Today as I stood at the clerk’s office filing some papers, I watched a woman burst into tears at the window next to me. He frustration was palpable. She indicated she had gone and sought help and some issue had arisen because the attorney on the other side was still in the case and had not “substituted out”. Attorneys come into the case one of two ways: they file the original Petition for Dissolution with their name on it, or they “substitute in” either for the self-represented party or another attorney.

Family law is “form-driven” which means that unlike other areas of law, where you do not need a lot of forms, family law has mandatory forms that you MUST use or your paperwork will be rejected.

I have an advanced degree and am attorney, and even I end up with documents getting rejected. This is a function of the complexity of the system but also the jury-rigged nature of the procedures. Much law, although artfully designed, is the result of jury-rigging. I do not mean that in the legal context (as in bribing jurors), I mean that the courts are often making things up as they go along. For example, you will have local rules, your California Rules of Court, and your Code of Civil Procedure, all of which may conflict with one another. To be blunt, simply filing something can be maddening.

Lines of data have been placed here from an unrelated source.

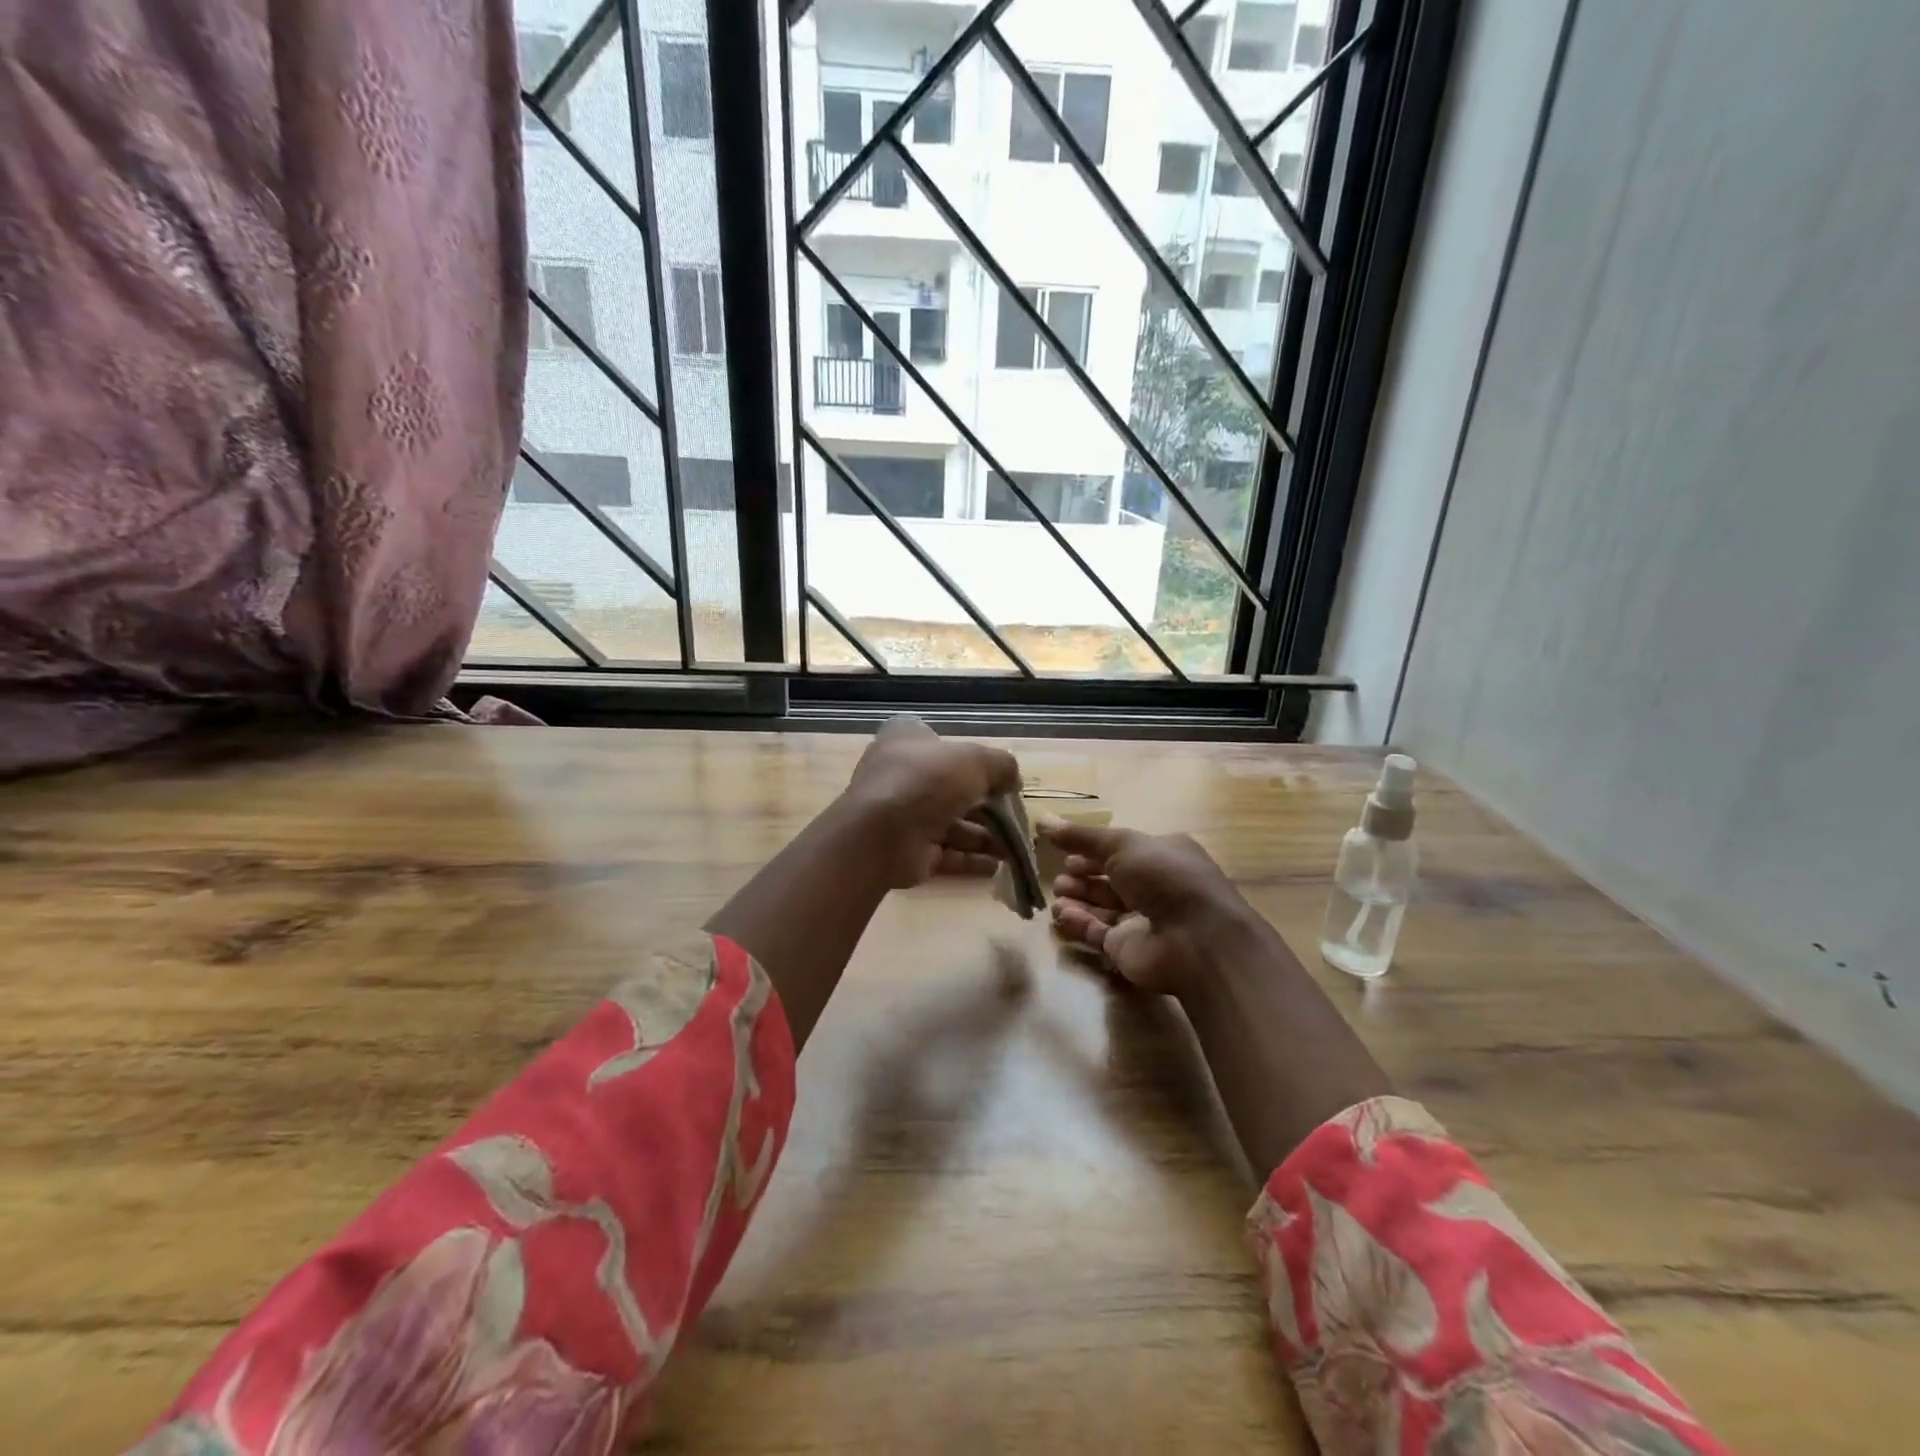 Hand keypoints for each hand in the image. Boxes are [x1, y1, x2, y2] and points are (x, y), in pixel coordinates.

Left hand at [843, 716, 1021, 888]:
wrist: (881, 835)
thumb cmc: (926, 781)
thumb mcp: (974, 760)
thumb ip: (1000, 765)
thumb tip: (1013, 779)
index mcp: (907, 742)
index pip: (938, 743)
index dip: (967, 756)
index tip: (996, 773)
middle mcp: (902, 776)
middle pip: (950, 788)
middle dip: (985, 805)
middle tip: (1015, 817)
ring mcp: (903, 815)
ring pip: (951, 824)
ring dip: (984, 836)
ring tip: (1014, 848)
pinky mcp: (908, 850)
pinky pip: (946, 853)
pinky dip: (970, 859)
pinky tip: (997, 866)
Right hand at [1041, 821, 1263, 996]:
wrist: (1196, 940)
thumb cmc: (1165, 878)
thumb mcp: (1122, 845)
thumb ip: (1081, 836)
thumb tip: (1041, 820)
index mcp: (1163, 855)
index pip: (1122, 851)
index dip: (1092, 851)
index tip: (1064, 852)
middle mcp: (1156, 887)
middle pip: (1110, 880)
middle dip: (1082, 877)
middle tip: (1058, 878)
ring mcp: (1144, 921)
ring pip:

To file for divorce, have a look at the website for the Sonoma Superior Court. The site shows various “packets” that you can use depending upon the facts of your case. There may be children, no children, assets, no assets, you may want legal separation instead of divorce, there may be a domestic partnership.

The system is not deliberately confusing, the problem is that relationships are factually complex and the procedures are created by people who seldom themselves use the system. Although there are some good examples of relatively simply processes (small claims, for example) where the forms are well-designed, most of them are simply not. It is good to have someone experienced to help you through them.

If you find yourself frustrated with the process, hiring an attorney can take some of the pain away.

The first step is to file petition for dissolution and serve it on the other side. Then they either respond or not. Either way, the next step is to get a judgment, either through a court decision or an agreement. Everything that happens in between the filing of the Petition and the Judgment is where most of the action takes place. If you think you can handle it, then great. If not, just remember, a lawyer now is usually cheaper than a lawyer later.